Here is an account of correspondence with Mann and with the U.S. National Science Foundation:
Even before publication of MM03, we politely requested clarification on issues in MBH98. This was a source of controversy in late 2003. Here is a record of correspondence with Mann which we made available some time ago.
After publication of MM03, Mann argued that MM03 contained an incorrect implementation of a stepwise principal components procedure (which was not documented in MBH98) . Details of this procedure have continued to drift in, with the first listing of the number of PC series retained in each calculation step/tree ring network combination provided in the July 2004 Corrigendum SI. This listing was inconsistent with prior information.
In August 2004, through Nature, we became aware privately of claims that a variation of Preisendorfer’s Rule N had been used to determine the number of retained PC series. This claim was published in November 2004. (We have not been able to verify actual application of this criterion, as actual numbers are impossible to replicate. See Was Preisendorfer’s Rule N Used?
In any event, immediately after we learned of the previously undocumented stepwise procedure, we asked to inspect MBH98 source code so that we can completely reconcile results and avoid this type of dispute. Attached is our correspondence after MM03, which obviously cannot be construed as a form of “intimidation”, but as an entirely proper request.
Subsequently, we located some Fortran code at Mann’s FTP site for the calculation of tree ring principal components. Although this code is only a very small fraction of the total code, it contains a procedure which was materially misrepresented in MBH98 and which additionally is not statistically valid. We reported on this in MM05 (GRL) and MM05(EE).
As I’ve pointed out in various postings on Replication, it is impossible on the present record to replicate important steps in other parts of MBH98.
After our unsuccessful attempts at obtaining source code, we asked the U.S. National Science Foundation for assistance. This was also unsuccessful. The correspondence is here.
We also made attempts with Nature and I’ll get to describing this on another day.
Since the links are to the now-defunct website, I used the wayback machine to locate this page which has a record of McIntyre’s correspondence with Mann etc.
Here’s the first email, dated April 8, 2003:
Dear Dr. Mann,
I have been studying MBH98 and 99. I located datasets for the 13 series used in 99 at ftp://eclogite.geo.umass.edu/pub/mann/ONLINE-PREPRINTS/Millennium/DATA/PROXIES/ (the convenience of the ftp: location being excellent) and was intereseted in locating similar information on the 112 proxies referred to in MBH98, as well as listing (the listing at http://www.ngdc.noaa.gov/paleo/ei/data_supp.html is for 390 datasets, and I gather/presume that many of these listed datasets have been condensed into PCs, as mentioned in the paper itself.
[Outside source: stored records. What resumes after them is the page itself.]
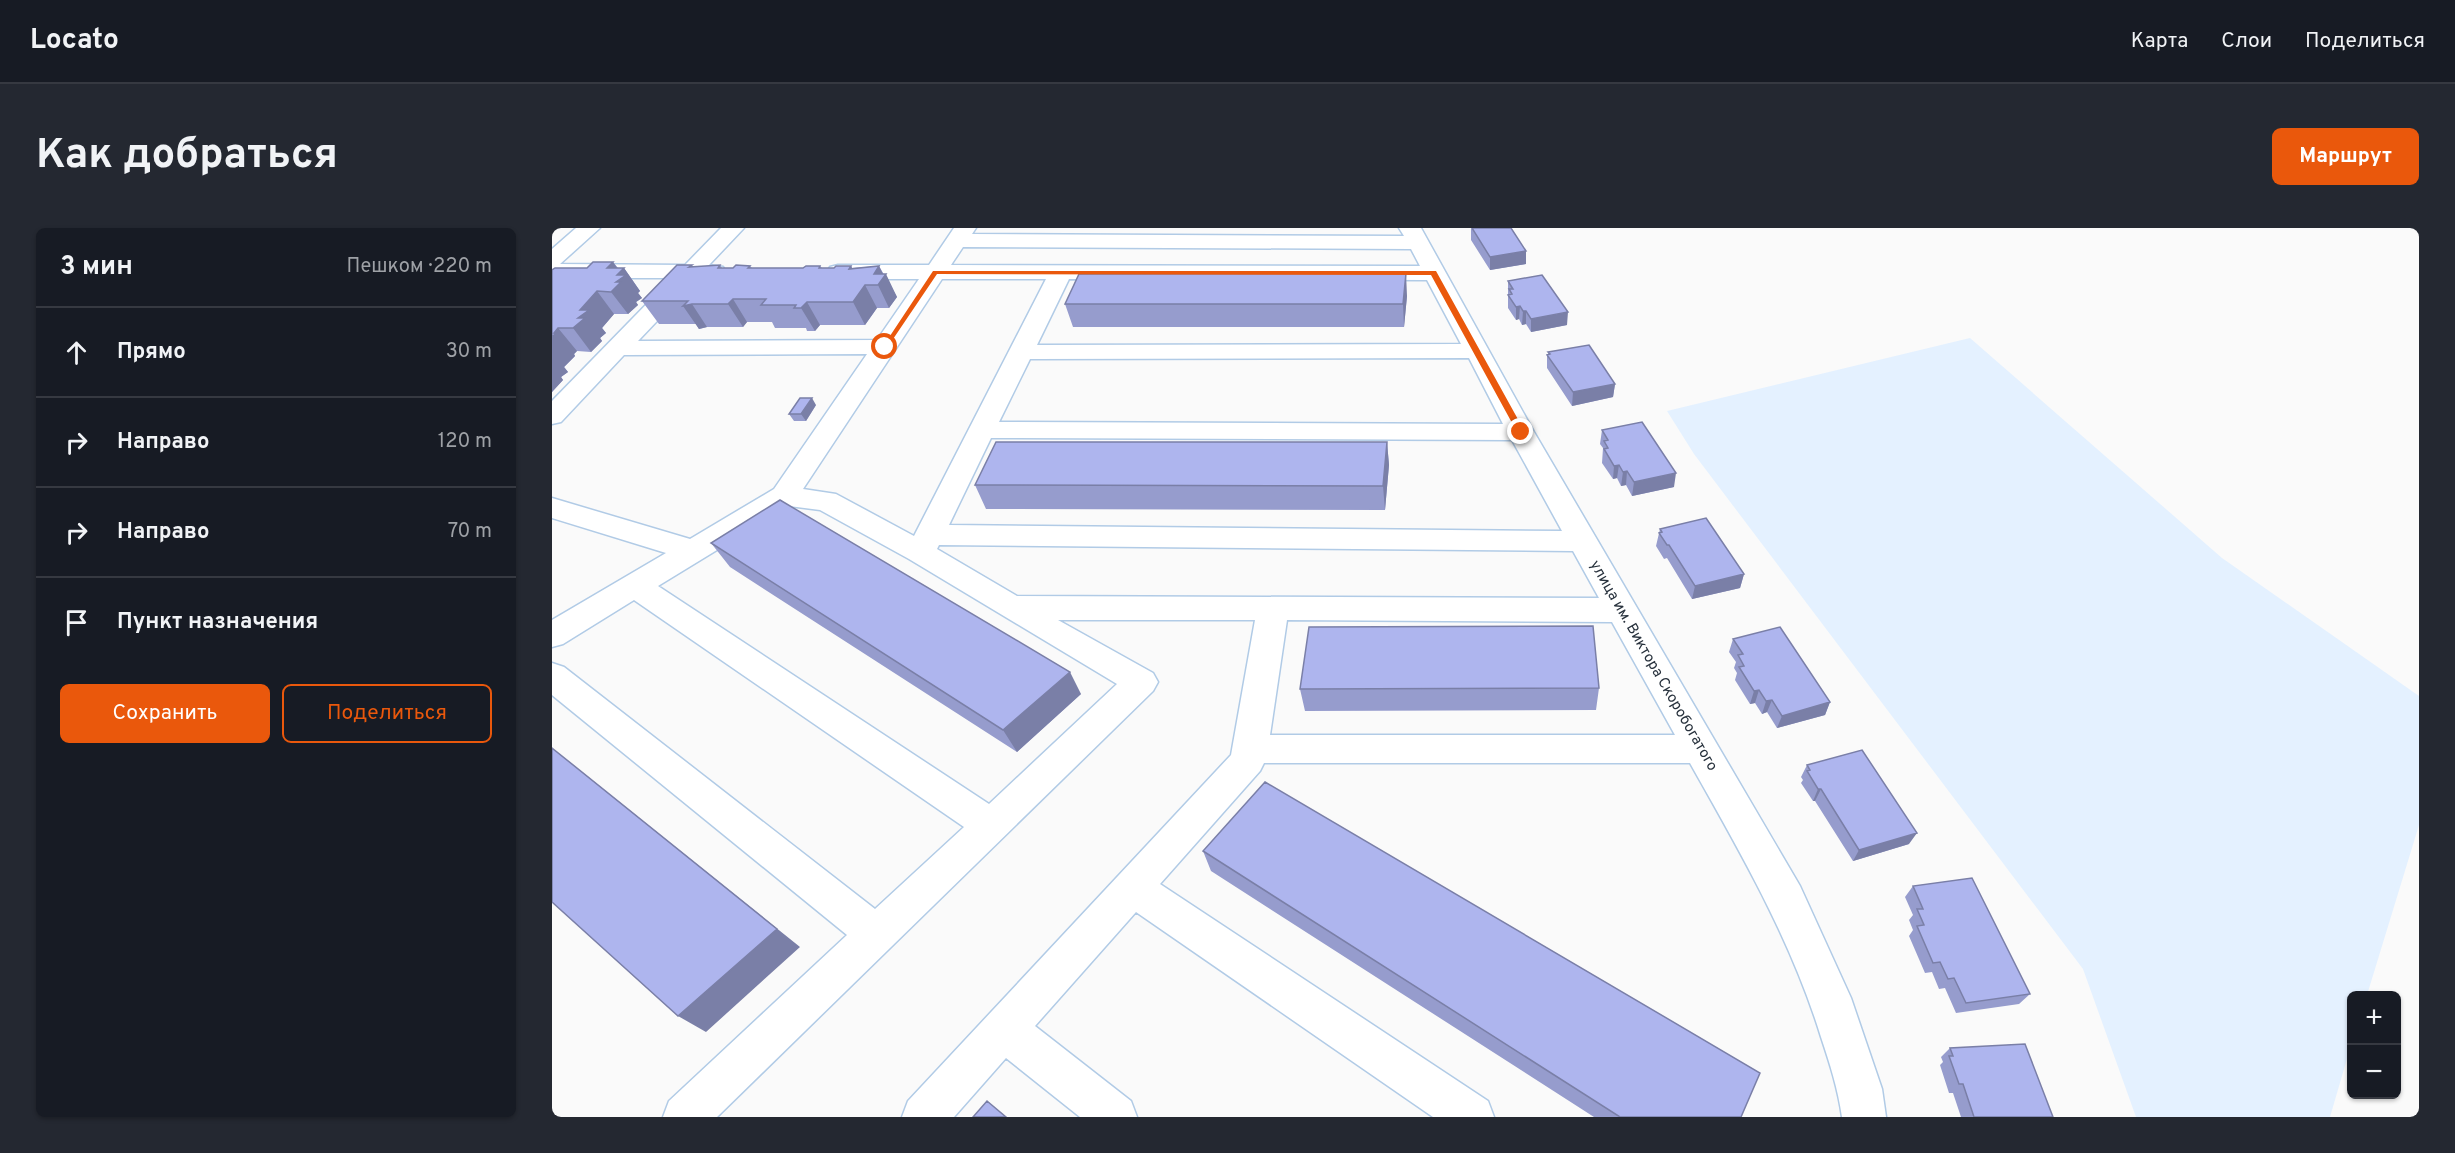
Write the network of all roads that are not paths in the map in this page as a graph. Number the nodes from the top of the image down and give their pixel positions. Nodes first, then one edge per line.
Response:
1 (589, 228) edge
2 (733, 228) edge
3 (961, 234) edge
4 (1413, 236) edge
5 (552, 260) edge
6 (552, 271) edge
7 (691, 272) junction
8 (737, 272) edge
9 (819, 272) edge
10 (935, 272) junction
11 (1061, 272) junction
12 (1433, 273) junction
13 (885, 347) junction
14 (618, 348) junction
15 (1476, 351) junction
16 (1021, 352) junction
17 (552, 416) edge
18 (982, 430) junction
19 (1521, 432) junction
20 (784, 496) junction
21 (552, 508) edge
22 (1583, 541) junction
23 (924, 544) junction
24 (693, 550) junction
25 (634, 585) junction
26 (1012, 608) junction
27 (1273, 609) junction
28 (1622, 610) junction
29 (552, 635) edge
30 (552, 676) edge
31 (1251, 749) junction
32 (1700, 749) junction
33 (991, 825) junction
34 (1133, 888) junction
35 (876, 934) junction
36 (1004, 1029) junction
37 (685, 1117) edge
38 (924, 1117) edge
39 (1115, 1117) edge
40 (1472, 1117) edge
41 (1864, 1117) edge

1 - 5 street
2 - 7 street
3 - 4 street
3 - 10 street
4 - 12 street, улица им. Виктора Скоробогатого
6 - 7 street
7 - 8 street
7 - 14 street
9 - 10 street
10 - 11 street
10 - 13 street
11 - 12 street
11 - 16 street
12 - 15 street, улица им. Виктора Скоробогатого
13 - 14 street
13 - 20 street
14 - 17 street
15 - 16 street
15 - 19 street, улица им. Виктора Скоробогатого
16 - 18 street
18 - 19 street
18 - 23 street
19 - 22 street, улица им. Виктора Скоробогатого
20 - 23 street
20 - 24 street
21 - 24 street
22 - 23 street
22 - 28 street, улица им. Виктора Скоробогатого
23 - 26 street
24 - 25 street
25 - 29 street
25 - 33 street
26 - 27 street
26 - 33 street
27 - 28 street
27 - 31 street
28 - 32 street, улица им. Виктора Скоробогатого
30 - 35 street
31 - 32 street
31 - 34 street
32 - 41 street, улица им. Виктора Скоробогатого
33 - 35 street
34 - 36 street
34 - 40 street
35 - 37 street
36 - 38 street
36 - 39 street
Thank you for your attention.
Stephen McIntyre, Toronto, Canada
There is some back and forth between Rutherford and McI that you can see at the link.
Here is another interesting email from McI to Mann, dated September 9, 2003:
Dear Prof. Mann,
I have tried diligently to reconstuct your termperature principal components as described in MBH98, but without success and would appreciate some assistance.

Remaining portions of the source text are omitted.